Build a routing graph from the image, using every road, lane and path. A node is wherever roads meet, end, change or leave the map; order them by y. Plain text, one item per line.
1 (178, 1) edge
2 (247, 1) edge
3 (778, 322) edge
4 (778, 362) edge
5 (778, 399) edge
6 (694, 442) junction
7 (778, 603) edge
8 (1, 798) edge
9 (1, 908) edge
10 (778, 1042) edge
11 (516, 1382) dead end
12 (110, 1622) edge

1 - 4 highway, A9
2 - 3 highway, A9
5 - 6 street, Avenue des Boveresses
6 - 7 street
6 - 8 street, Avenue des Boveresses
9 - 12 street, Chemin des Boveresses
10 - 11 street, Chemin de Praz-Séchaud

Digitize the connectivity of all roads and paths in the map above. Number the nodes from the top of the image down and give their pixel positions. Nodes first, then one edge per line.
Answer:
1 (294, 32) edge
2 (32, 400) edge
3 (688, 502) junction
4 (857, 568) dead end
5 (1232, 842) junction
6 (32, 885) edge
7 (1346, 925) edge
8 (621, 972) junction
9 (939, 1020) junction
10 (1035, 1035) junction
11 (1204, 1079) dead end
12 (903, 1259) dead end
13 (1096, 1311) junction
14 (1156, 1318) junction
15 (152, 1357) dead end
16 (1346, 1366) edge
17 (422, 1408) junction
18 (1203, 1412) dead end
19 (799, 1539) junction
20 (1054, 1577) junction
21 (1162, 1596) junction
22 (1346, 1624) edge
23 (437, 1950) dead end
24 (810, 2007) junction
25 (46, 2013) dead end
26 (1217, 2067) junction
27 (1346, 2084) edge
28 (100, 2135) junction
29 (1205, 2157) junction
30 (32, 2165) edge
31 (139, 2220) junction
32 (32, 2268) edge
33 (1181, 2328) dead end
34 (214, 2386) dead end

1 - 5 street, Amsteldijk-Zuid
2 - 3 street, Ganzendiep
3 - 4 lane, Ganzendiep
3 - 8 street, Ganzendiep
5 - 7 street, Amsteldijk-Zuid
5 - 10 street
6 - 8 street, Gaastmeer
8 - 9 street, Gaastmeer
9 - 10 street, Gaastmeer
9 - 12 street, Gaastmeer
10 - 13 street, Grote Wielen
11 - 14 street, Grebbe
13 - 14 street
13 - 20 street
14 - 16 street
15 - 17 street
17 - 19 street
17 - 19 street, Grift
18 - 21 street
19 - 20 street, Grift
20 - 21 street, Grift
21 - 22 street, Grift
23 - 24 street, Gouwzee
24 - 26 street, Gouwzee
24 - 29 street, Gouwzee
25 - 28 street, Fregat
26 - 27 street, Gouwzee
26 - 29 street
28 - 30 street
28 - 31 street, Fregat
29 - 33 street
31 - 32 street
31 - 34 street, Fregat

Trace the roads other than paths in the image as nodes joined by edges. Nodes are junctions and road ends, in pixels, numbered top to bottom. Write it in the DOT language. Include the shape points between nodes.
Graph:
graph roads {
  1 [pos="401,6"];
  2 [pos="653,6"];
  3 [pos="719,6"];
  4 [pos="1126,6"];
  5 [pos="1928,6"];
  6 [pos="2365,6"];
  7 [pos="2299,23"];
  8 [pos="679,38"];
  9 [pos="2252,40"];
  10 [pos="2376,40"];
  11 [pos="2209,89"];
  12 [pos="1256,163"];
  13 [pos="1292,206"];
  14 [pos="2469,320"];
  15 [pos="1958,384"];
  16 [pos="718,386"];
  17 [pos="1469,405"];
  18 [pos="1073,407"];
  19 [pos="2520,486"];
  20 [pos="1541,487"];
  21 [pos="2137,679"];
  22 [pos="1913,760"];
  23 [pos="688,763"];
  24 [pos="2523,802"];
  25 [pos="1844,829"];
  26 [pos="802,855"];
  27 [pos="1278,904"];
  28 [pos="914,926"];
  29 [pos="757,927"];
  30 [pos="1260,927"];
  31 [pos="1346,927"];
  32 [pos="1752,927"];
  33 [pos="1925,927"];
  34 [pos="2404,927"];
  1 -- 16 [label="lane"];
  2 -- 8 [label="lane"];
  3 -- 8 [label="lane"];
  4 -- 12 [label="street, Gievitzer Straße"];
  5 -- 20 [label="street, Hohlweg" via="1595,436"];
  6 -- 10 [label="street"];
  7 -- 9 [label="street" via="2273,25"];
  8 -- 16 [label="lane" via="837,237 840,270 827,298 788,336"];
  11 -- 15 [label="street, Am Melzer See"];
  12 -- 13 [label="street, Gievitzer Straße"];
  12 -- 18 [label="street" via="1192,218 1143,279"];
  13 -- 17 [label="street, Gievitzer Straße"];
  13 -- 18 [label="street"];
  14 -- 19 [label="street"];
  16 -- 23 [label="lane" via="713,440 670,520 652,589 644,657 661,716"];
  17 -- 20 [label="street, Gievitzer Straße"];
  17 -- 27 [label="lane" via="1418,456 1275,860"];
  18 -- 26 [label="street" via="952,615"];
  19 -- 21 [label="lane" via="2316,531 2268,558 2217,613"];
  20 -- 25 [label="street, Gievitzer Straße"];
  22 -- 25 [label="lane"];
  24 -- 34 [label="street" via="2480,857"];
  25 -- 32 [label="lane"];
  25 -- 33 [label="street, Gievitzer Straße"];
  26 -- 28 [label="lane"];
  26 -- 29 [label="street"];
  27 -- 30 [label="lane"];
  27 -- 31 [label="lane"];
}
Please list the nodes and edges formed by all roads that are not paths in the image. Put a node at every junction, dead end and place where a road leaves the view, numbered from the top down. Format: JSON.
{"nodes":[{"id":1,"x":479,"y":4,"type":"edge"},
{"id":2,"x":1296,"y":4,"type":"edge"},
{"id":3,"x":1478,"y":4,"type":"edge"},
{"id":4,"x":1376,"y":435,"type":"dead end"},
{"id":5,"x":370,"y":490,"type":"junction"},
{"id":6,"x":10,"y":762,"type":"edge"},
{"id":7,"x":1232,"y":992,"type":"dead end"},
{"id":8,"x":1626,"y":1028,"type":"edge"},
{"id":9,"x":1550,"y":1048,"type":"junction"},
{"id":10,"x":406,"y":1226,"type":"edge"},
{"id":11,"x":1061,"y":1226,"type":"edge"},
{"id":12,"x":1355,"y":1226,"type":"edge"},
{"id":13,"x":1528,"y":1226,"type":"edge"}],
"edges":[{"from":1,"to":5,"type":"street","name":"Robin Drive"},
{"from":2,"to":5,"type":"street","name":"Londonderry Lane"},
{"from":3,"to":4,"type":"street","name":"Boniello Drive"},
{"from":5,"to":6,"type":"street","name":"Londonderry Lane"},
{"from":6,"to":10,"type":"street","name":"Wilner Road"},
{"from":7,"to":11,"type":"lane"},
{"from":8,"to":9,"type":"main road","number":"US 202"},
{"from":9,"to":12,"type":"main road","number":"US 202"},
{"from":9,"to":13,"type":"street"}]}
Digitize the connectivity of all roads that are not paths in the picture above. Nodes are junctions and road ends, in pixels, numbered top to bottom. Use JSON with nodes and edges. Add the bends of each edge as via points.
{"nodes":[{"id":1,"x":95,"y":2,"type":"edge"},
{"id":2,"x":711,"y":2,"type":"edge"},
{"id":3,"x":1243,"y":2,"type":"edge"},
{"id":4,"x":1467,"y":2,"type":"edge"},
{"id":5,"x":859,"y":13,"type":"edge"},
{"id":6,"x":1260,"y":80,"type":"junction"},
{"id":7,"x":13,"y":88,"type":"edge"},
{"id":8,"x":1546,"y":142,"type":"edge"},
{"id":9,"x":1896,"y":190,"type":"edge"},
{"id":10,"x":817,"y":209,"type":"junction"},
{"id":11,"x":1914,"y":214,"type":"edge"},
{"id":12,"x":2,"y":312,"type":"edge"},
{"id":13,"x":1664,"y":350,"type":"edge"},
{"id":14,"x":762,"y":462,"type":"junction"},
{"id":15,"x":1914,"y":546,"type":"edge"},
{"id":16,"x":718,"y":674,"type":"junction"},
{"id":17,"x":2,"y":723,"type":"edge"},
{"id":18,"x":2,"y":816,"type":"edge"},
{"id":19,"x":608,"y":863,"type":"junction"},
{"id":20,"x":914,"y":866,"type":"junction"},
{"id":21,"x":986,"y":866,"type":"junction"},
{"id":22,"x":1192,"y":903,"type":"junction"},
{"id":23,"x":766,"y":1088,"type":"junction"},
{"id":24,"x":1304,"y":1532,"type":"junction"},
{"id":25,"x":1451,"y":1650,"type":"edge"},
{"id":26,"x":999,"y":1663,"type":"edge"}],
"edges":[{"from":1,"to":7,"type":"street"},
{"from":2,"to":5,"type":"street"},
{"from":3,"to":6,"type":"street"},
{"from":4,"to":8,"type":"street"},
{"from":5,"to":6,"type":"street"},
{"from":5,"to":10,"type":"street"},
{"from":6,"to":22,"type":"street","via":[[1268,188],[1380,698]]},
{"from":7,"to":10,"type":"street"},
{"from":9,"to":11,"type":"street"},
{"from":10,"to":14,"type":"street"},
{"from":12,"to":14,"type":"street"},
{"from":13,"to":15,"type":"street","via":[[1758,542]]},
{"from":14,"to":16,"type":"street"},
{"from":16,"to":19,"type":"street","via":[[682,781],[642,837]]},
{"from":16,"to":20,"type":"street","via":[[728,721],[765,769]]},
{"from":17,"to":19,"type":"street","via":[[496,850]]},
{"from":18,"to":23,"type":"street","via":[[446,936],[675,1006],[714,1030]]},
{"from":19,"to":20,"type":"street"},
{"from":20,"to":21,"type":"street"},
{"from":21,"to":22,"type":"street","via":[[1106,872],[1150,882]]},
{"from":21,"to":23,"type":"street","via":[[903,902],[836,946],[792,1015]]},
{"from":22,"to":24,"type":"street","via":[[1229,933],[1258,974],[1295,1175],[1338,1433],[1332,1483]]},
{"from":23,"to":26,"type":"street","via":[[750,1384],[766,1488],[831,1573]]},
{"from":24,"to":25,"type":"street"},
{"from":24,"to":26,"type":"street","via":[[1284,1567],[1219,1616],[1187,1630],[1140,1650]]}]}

**EXERCISE DETAILS**:
A single number, please: how many lines in the data above contain the string "Digitize"?

**RESULT OF THE EXERCISE**:
2